Don Oreste Benzi, apostolo della carità in cammino verso la beatificazione, parlava spesso della vocazione cristiana di “condividere”.
“E’ verissimo. Da Gesù Cristo Crocifisso e Risorto emana una luce che può illuminare le intelligenze e riscaldare i cuori con un amore disinteressato da cui scaturisce la disponibilità a condividere il dolore di altri superando il proprio tornaconto personale, ma offrendo il proprio contributo come stanno facendo tanti operatori sanitari e tanti volontari in occasione di questa epidemia”.
In una situazione di generalizzata preoccupazione, cosa si aspetta da voi vescovi la gente?

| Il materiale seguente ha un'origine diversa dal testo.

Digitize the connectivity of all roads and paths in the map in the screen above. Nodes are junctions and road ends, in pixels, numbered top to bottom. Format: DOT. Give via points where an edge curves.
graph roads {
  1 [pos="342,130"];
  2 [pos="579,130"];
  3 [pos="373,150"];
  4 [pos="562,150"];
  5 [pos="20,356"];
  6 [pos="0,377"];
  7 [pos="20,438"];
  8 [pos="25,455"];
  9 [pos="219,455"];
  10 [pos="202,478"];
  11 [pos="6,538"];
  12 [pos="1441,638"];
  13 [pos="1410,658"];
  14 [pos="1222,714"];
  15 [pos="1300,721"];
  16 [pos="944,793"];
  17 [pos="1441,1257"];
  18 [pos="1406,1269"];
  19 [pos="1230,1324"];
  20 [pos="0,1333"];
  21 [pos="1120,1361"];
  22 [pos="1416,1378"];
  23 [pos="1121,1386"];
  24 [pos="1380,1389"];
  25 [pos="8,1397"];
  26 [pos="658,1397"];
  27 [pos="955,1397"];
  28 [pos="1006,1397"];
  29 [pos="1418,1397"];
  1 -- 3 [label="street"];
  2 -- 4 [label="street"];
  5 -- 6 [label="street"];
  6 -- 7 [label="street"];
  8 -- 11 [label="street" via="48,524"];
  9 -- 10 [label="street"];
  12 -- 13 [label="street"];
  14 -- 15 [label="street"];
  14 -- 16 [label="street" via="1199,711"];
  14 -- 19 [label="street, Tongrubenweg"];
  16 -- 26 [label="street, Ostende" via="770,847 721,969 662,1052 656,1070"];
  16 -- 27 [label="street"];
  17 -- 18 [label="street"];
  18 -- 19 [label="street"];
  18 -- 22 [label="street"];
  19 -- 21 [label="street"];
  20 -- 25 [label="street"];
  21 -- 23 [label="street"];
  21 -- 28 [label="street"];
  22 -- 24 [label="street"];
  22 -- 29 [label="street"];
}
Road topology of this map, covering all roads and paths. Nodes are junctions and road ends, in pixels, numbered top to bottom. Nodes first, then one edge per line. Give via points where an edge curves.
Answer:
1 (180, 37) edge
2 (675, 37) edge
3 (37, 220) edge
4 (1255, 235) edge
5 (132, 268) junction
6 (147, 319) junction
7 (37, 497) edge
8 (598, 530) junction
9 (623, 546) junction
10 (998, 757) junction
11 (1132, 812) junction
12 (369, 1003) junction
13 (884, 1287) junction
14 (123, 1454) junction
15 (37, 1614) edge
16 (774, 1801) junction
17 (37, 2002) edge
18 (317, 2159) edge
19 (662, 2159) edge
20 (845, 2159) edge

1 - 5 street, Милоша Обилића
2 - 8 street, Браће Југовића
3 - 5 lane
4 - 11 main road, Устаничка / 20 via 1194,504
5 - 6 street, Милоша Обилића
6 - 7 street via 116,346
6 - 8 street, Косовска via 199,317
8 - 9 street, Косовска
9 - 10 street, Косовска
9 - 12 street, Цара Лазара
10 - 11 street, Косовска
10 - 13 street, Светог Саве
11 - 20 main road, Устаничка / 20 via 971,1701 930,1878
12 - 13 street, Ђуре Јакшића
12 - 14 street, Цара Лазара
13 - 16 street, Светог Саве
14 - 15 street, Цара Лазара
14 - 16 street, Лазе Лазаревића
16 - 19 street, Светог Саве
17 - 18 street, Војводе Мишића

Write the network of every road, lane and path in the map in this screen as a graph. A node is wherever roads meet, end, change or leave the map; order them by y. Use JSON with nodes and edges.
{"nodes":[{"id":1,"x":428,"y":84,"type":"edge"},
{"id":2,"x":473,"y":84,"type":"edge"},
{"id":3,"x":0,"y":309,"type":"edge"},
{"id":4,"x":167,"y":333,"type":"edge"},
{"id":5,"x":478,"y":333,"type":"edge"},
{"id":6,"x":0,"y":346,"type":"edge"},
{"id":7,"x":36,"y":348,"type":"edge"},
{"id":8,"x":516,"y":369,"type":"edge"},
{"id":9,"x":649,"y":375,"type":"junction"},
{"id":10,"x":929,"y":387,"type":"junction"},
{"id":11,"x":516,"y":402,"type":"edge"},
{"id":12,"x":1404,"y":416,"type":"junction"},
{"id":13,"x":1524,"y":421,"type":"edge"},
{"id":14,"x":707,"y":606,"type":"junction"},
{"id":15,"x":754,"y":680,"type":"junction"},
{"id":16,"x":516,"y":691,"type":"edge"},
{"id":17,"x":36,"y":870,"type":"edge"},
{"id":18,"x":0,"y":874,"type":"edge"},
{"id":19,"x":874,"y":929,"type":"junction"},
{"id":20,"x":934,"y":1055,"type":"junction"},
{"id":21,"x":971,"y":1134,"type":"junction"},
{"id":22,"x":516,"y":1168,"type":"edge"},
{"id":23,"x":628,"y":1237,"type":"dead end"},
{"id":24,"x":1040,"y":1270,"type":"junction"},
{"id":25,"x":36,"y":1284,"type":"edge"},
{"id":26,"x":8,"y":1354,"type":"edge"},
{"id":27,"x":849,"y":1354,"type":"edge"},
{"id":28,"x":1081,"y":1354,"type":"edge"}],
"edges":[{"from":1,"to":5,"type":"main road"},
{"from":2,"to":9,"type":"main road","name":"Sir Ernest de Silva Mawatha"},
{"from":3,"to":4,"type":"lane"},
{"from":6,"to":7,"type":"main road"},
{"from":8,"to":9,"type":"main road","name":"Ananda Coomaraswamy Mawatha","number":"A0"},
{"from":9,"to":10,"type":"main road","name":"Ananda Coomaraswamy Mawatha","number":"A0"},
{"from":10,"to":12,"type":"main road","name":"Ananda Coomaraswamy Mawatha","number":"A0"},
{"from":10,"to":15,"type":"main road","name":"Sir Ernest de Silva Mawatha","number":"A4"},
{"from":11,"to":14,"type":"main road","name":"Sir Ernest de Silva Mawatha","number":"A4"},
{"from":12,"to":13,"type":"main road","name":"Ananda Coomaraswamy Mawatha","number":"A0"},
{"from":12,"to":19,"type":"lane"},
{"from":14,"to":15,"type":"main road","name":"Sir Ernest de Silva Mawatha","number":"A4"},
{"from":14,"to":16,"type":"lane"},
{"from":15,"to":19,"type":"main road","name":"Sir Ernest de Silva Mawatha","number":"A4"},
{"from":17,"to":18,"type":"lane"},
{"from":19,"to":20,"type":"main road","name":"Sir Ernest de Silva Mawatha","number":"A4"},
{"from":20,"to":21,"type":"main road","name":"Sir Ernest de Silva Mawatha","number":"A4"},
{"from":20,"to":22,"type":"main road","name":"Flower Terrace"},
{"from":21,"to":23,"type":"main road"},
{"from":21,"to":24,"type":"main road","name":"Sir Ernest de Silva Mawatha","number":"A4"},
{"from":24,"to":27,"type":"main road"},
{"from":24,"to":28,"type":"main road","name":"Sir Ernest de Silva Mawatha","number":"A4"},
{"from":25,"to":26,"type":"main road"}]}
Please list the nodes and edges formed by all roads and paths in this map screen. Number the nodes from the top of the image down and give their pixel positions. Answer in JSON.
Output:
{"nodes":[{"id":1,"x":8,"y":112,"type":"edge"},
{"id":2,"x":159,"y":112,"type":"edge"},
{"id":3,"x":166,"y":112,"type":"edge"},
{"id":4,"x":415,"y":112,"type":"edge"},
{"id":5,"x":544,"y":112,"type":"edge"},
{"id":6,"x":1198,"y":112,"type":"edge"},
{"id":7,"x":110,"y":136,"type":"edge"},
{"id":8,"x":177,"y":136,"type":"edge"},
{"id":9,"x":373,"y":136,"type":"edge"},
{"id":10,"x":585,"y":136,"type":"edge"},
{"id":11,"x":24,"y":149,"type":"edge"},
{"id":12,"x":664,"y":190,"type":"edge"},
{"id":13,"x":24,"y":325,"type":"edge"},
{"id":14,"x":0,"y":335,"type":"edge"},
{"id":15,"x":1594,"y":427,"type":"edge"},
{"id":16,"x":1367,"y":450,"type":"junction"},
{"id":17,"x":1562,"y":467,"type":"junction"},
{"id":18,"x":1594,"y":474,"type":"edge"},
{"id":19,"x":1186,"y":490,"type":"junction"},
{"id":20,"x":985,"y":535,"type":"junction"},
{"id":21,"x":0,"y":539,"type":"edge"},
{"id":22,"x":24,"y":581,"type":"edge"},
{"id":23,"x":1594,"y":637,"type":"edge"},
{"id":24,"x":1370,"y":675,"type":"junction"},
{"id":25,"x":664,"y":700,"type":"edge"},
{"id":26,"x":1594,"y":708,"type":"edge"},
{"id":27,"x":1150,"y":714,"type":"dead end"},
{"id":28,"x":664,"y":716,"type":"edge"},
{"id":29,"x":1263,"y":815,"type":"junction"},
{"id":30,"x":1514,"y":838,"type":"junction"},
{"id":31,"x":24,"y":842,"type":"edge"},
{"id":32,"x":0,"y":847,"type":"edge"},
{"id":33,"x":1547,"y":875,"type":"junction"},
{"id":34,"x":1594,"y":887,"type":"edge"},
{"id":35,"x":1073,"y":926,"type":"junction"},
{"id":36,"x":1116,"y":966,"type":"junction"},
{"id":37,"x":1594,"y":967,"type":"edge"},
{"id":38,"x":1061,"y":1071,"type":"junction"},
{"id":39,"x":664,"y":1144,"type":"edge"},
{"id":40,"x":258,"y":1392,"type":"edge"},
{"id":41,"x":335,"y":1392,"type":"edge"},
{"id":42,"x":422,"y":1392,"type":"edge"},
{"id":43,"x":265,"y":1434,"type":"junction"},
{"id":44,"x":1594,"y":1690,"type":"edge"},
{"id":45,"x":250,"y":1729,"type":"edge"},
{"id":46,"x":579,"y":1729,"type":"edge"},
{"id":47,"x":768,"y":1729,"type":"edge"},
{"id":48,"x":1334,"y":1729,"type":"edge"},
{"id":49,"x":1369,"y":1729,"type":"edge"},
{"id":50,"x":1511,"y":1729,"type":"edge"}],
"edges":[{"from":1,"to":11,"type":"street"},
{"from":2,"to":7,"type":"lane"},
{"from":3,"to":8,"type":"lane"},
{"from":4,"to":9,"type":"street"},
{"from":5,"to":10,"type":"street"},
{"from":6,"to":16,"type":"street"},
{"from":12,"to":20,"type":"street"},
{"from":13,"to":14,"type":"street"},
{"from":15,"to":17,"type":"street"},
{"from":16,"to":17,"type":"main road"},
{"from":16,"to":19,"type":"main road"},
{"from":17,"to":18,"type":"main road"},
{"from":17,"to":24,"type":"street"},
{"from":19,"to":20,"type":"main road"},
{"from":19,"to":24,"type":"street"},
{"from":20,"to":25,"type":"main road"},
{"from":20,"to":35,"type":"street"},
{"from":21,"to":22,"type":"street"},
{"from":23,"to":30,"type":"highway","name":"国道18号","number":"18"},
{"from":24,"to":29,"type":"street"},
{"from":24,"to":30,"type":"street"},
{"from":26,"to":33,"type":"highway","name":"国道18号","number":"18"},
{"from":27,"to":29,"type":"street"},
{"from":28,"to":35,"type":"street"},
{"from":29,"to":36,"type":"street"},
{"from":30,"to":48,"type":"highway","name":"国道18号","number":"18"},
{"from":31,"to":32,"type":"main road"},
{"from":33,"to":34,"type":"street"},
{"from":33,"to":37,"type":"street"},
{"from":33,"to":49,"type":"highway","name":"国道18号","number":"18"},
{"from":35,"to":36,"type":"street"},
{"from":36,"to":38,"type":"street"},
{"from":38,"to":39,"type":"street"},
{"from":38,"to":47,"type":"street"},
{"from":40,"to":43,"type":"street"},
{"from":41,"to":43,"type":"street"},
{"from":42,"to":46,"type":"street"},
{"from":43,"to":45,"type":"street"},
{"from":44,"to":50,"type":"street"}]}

“Durante il mio episcopato ho potuto sperimentare come la gente si aspetti dalla Chiesa e in particolare dal vescovo degli interventi coraggiosi che diano speranza. Come sono stato vicino agli operai dell’Eni di Gela quando ero vescovo a Piazza Armerina o di Carini in un momento di crisi aziendale e come sono vicino alle popolazioni della zona montana della mia arcidiocesi che soffrono per la mancanza di lavoro e di infrastrutture, così sarò vicino a tutte le persone colpite dalla malattia, alle quali non posso promettere la guarigione, ma la mia vicinanza piena di affetto e la mia preghiera”.
Quale pagina delle Scritture ritiene particolarmente illuminante in questa fase cupa?
“Mi viene alla mente la pagina del capitolo 21 del vangelo di Luca quando Gesù dice di non essere terrorizzati per le minacce di guerre, terremoti, carestie e pestilenze, ma di cogliere queste occasioni per rendere testimonianza a Gesù nella certezza che nemmeno un capello del nostro capo perirà”.